On a late May 2004 evening in the Democratic Republic of the Congo, fighting erupted near the cushy hotel where Canadian rock band Sum 41 was staying. Bullets flew through windows and a bomb exploded close by, shaking the entire building. People dove as mirrors came crashing down and items fixed to the wall fell to the ground. “People were crying and everyone’s hugging each other—basically saying goodbye,” lead singer Deryck Whibley said.

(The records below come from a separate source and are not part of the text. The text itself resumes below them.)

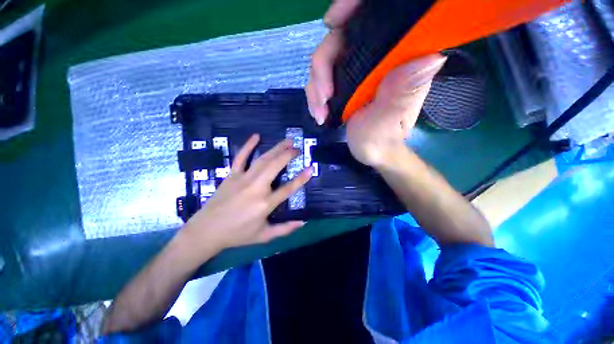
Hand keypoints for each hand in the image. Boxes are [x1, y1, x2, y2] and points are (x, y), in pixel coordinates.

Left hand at [182, 134, 312, 254]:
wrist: (206, 231)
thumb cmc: (237, 234)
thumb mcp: (264, 236)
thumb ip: (284, 229)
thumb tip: (303, 222)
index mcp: (265, 204)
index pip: (287, 189)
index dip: (301, 178)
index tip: (310, 168)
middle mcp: (256, 188)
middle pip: (275, 167)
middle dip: (287, 155)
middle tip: (297, 148)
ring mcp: (242, 179)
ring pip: (262, 160)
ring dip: (276, 149)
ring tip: (287, 141)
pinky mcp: (231, 175)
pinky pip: (240, 157)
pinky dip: (248, 146)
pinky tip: (256, 136)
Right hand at [305, 0, 446, 166]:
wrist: (371, 152)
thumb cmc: (382, 141)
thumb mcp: (387, 123)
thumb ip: (400, 95)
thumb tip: (429, 57)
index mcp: (400, 62)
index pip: (383, 19)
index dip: (355, 10)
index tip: (332, 22)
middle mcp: (380, 59)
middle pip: (342, 40)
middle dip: (323, 68)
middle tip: (322, 99)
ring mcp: (359, 70)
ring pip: (327, 60)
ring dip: (316, 87)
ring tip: (320, 113)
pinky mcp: (347, 81)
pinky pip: (322, 77)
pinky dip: (315, 94)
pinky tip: (319, 112)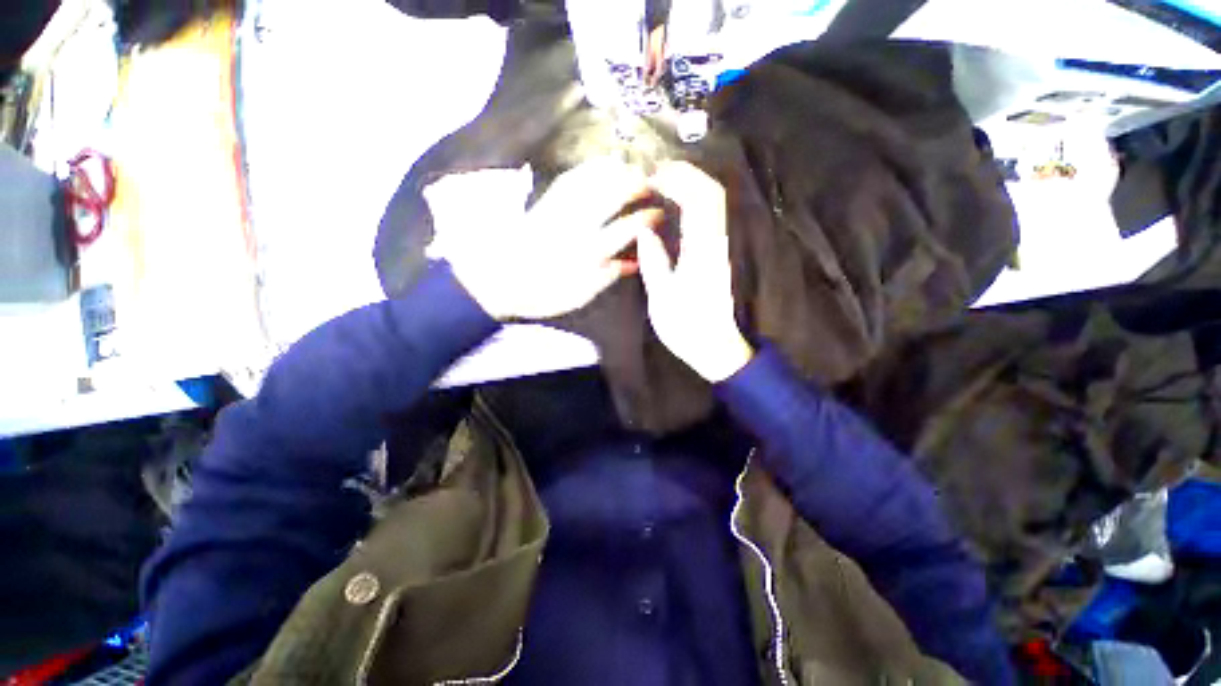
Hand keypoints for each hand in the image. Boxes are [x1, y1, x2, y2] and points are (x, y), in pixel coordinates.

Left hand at [440, 158, 659, 320]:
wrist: (499, 282)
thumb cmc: (543, 294)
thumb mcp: (579, 296)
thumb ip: (606, 277)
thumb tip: (632, 262)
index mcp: (588, 253)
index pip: (625, 228)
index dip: (646, 218)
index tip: (658, 214)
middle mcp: (576, 226)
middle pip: (611, 196)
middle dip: (635, 185)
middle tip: (649, 184)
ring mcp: (559, 210)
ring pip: (592, 182)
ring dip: (614, 171)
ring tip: (630, 167)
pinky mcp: (543, 202)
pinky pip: (569, 179)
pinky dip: (588, 169)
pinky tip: (599, 165)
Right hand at [636, 162, 753, 381]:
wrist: (715, 347)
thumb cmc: (687, 327)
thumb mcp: (662, 297)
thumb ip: (653, 260)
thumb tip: (645, 230)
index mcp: (702, 252)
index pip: (699, 200)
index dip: (677, 179)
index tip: (650, 176)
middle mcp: (716, 243)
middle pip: (711, 193)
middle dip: (685, 175)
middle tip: (653, 174)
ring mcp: (719, 247)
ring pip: (713, 203)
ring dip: (689, 186)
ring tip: (660, 185)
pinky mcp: (717, 253)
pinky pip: (709, 217)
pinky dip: (692, 203)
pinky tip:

Luckily, the band was able to safely evacuate to the U.N. peacekeeping headquarters on the other side of town—unlike the millions of Congolese that have already died in a war fueled by the profits of a mineral, coltan, a valuable resource that is used in many popular American electronics from cell phones and laptops to pagers and iPods. The mineral is sold to fund a larger conflict that involves at least four countries and a convoluted web of tribal, racial, and economic alliances.

The UN has imposed sanctions, but their effects remain unclear. For the time being, however, the Congolese people remain defenseless against what the DR Congo’s Minister of Foreign Affairs, Leonard She Okitnudndu, described to the UN as “assassinations of civilians, deportations, torture, rape, and deliberate spreading of HIV/AIDS.”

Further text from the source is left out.